Argye Hillis

Johns Hopkins University

Argye E. Hillis is a Professor of Neurology, Physical Medicine & Rehabilitation, and Cognitive Science at Johns Hopkins. She serves as the Executive Vice Chair of Neurology, and Director of the Cerebrovascular Division.  She began her career as a Speech-Language Pathologist (for more than a decade) and Director of Neurological Rehabilitation, focusing on studies of novel treatments of aphasia and communication disorders after right hemisphere stroke.  She also studied Cognitive Neurolopsychology under the mentorship of Alfonso Caramazza in the Cognitive Neuropsychology Laboratory and Cognitive Science Department at Johns Hopkins, where she later became a faculty member.  Her research focused on identifying the cognitive processes underlying language and spatial representations through the study of aphasia and hemispatial neglect, and how these investigations might help focus rehabilitation.
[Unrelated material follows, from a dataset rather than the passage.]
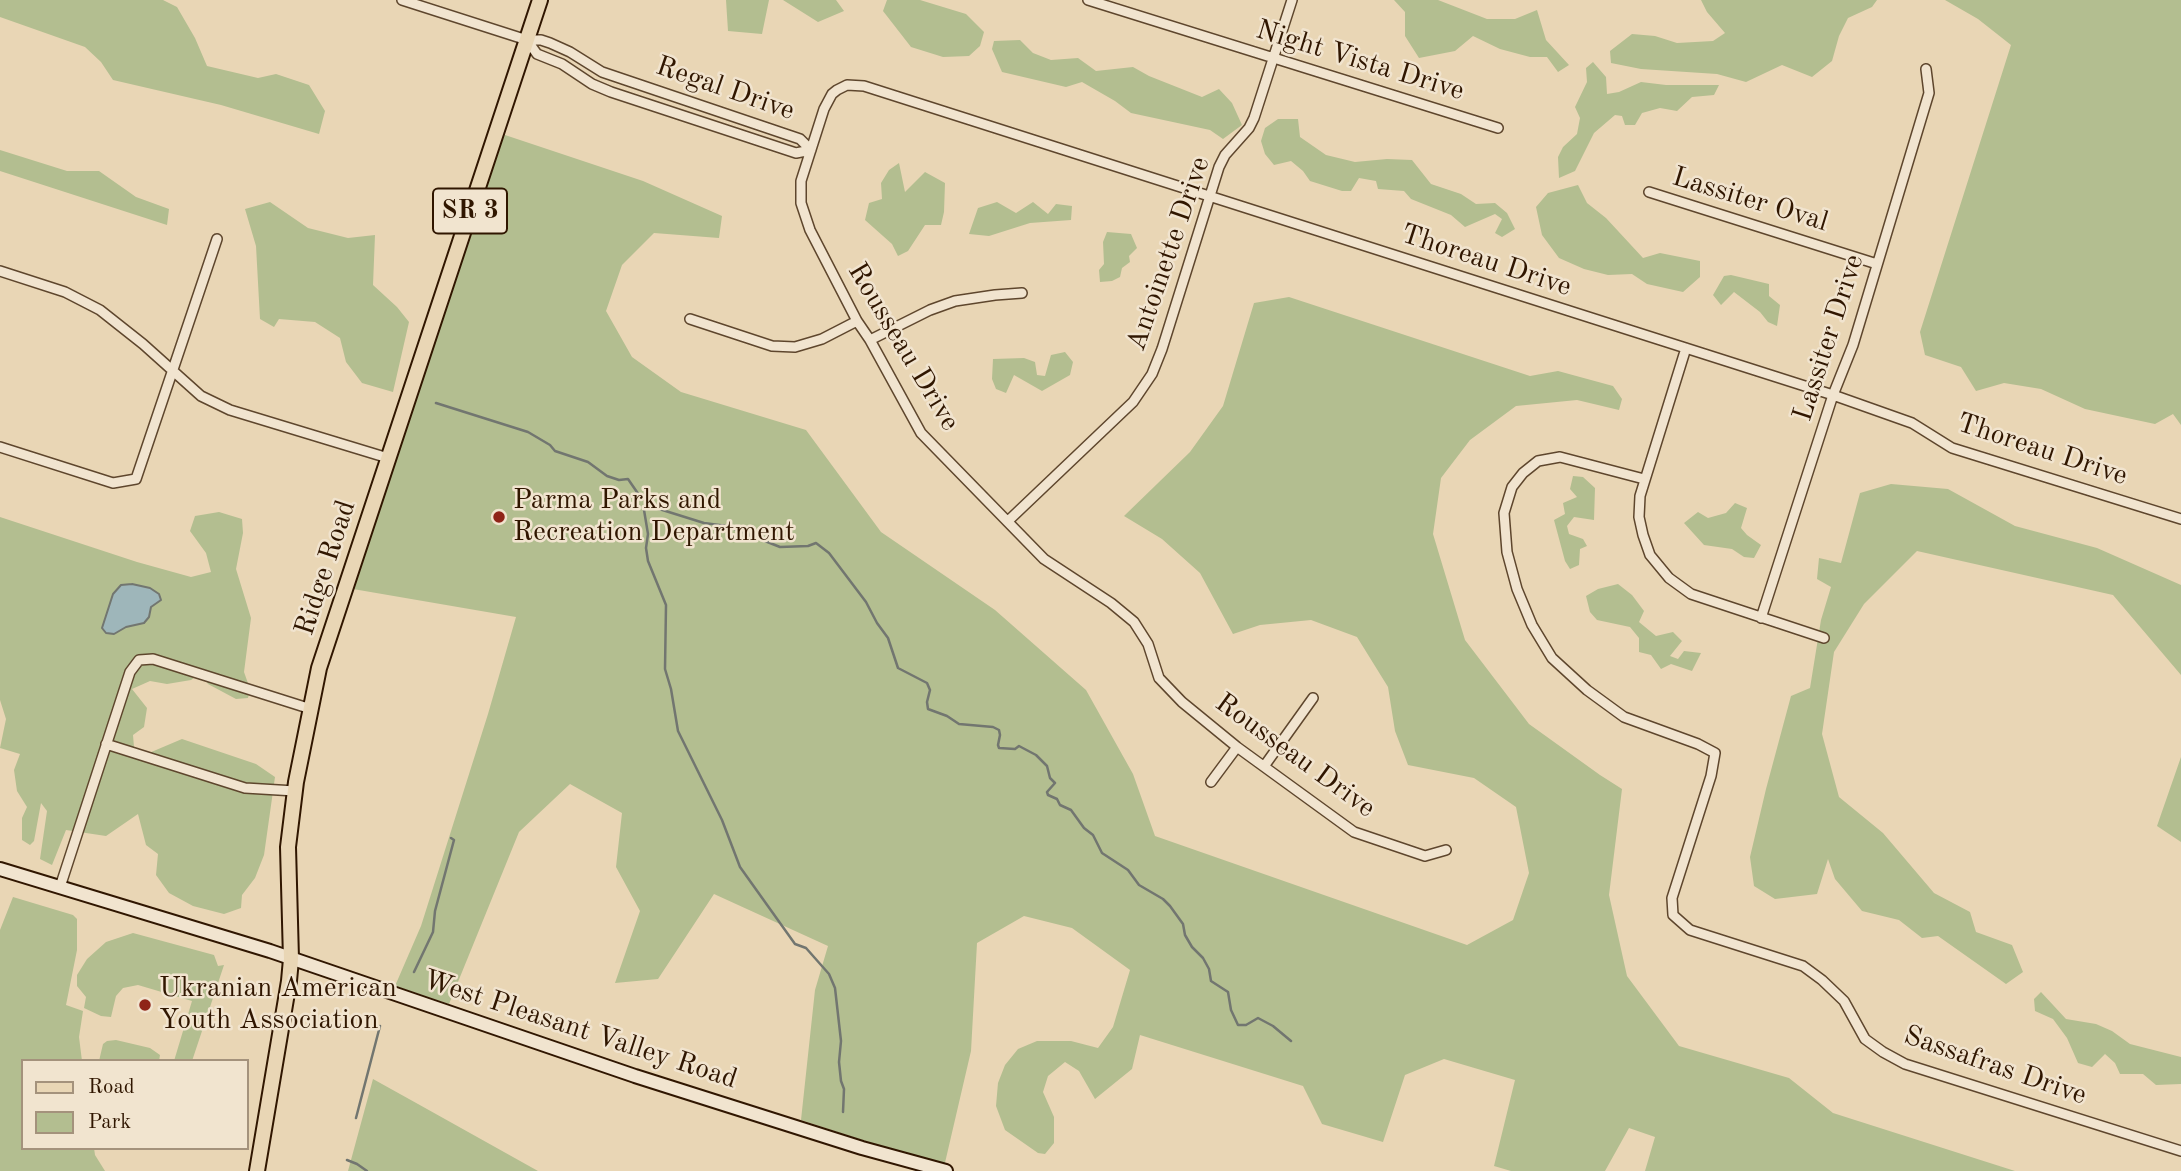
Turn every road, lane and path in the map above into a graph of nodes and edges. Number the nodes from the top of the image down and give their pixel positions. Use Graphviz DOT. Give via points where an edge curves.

Dr. Hillis then completed medical training and neurology residency at Johns Hopkins, and integrated her training in the fields of Speech-Language Pathology and Cognitive Science with Neurology to continue her investigations of aphasia and right hemisphere cognitive and communicative impairments and how they recover.  Her research combines longitudinal task-related and task-free functional imaging and structural imaging with detailed cognitive and language assessments to reveal the dynamic neural networks that underlie language and cognitive tasks.  Her lab studies changes from the acute stage of stroke through the first year of recovery, to improve our understanding how language and other cognitive functions recover after stroke and how to facilitate recovery. Recent treatment studies, including a Project funded by the Center for the Study of Aphasia Recovery (C-STAR) evaluate the effectiveness of transcranial direct current stimulation (tDCS) as a method of augmenting structured language therapy.  The Hillis lab also studies decline in Primary Progressive Aphasia, and how to reduce the rate of decline in language (with language therapy alone or augmented with tDCS).  Her research is supported by the National Institute of Deafness and Communication Disorders and by the National Institute of Neurological Diseases and Stroke.